I have an excel sheet
Col1 Col2 Col3 Col4
John English\nMaths 34\n33 Pass
Sam Science 40 Pass
Jack English\nHistory\nGeography 89\n07\n98 Pass
Need to convert it to
Col1 Col2 Col3 Col4
John English 34 Pass
John Maths 33 Pass
Sam Science 40 Pass
Jack English 89 Pass
Jack History 07 Pass
Jack Geography 98 Pass
The excel sheet has \n
as separator for corresponding Col2 and col3 column. Just need to pull each subject in a new row with its corresponding marks and copy all the other column contents as it is.
Tried
split_cols = ['Col2', 'Col3']
# loop over the columns and split them
separator = '\n'
for col in split_cols:
df[[f'{col}_Split1', f'{col}_Split2']] = df[col].str.split(separator, n=1, expand=True).fillna('')
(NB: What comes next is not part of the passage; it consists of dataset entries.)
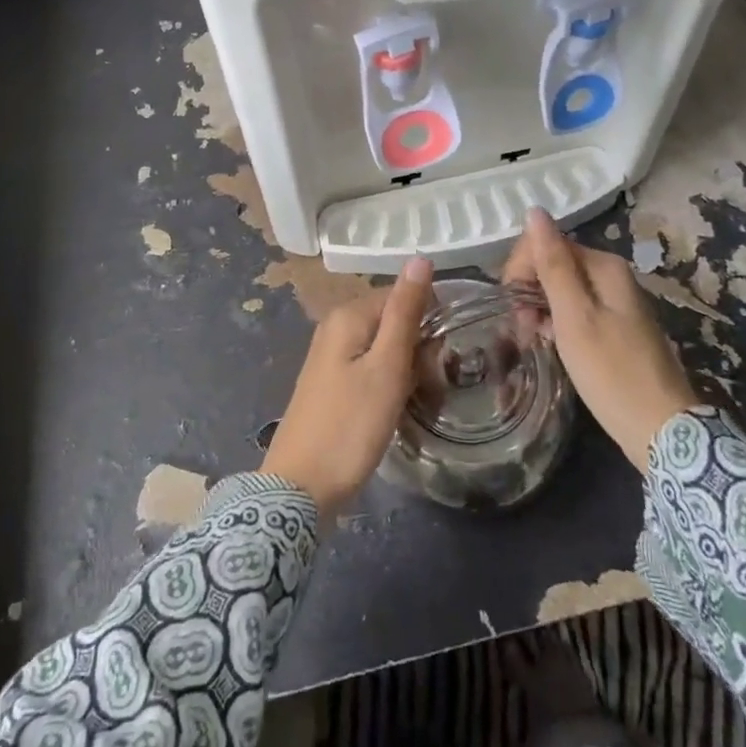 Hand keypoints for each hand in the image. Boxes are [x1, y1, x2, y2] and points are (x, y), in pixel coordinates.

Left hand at [262, 257, 433, 515]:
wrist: (300, 488)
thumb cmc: (351, 426)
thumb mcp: (387, 367)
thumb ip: (404, 312)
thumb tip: (419, 258)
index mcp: (348, 315)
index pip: (402, 295)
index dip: (430, 320)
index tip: (445, 355)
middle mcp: (335, 327)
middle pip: (393, 321)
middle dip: (419, 346)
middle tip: (432, 382)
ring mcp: (329, 357)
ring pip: (384, 347)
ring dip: (407, 367)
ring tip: (419, 397)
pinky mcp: (330, 384)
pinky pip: (370, 368)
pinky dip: (389, 383)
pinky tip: (396, 407)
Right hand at [502, 208, 700, 465]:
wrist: (661, 430)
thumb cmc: (611, 372)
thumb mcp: (575, 317)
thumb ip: (553, 264)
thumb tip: (535, 211)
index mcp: (603, 266)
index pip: (546, 243)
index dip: (521, 269)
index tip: (512, 305)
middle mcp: (611, 275)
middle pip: (554, 264)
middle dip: (529, 289)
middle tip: (520, 328)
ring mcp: (615, 302)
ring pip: (561, 289)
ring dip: (538, 308)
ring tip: (531, 340)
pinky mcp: (615, 327)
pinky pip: (575, 311)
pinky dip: (556, 323)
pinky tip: (549, 345)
# create two new dataframes with the desired columns
df1 = df[['Col1', 'Col2_Split1', 'Col3_Split1', 'Col4']].rename(columns={'Col2_Split1': 'D', 'Col3_Split1': 'C'})
df2 = df[['Col1', 'Col2_Split2', 'Col3_Split2', 'Col4']].rename(columns={'Col2_Split2': 'D', 'Col3_Split2': 'C'})
# concatenate the two dataframes
final_df = pd.concat([df1, df2], ignore_index=True)
# print the final dataframe
print(final_df)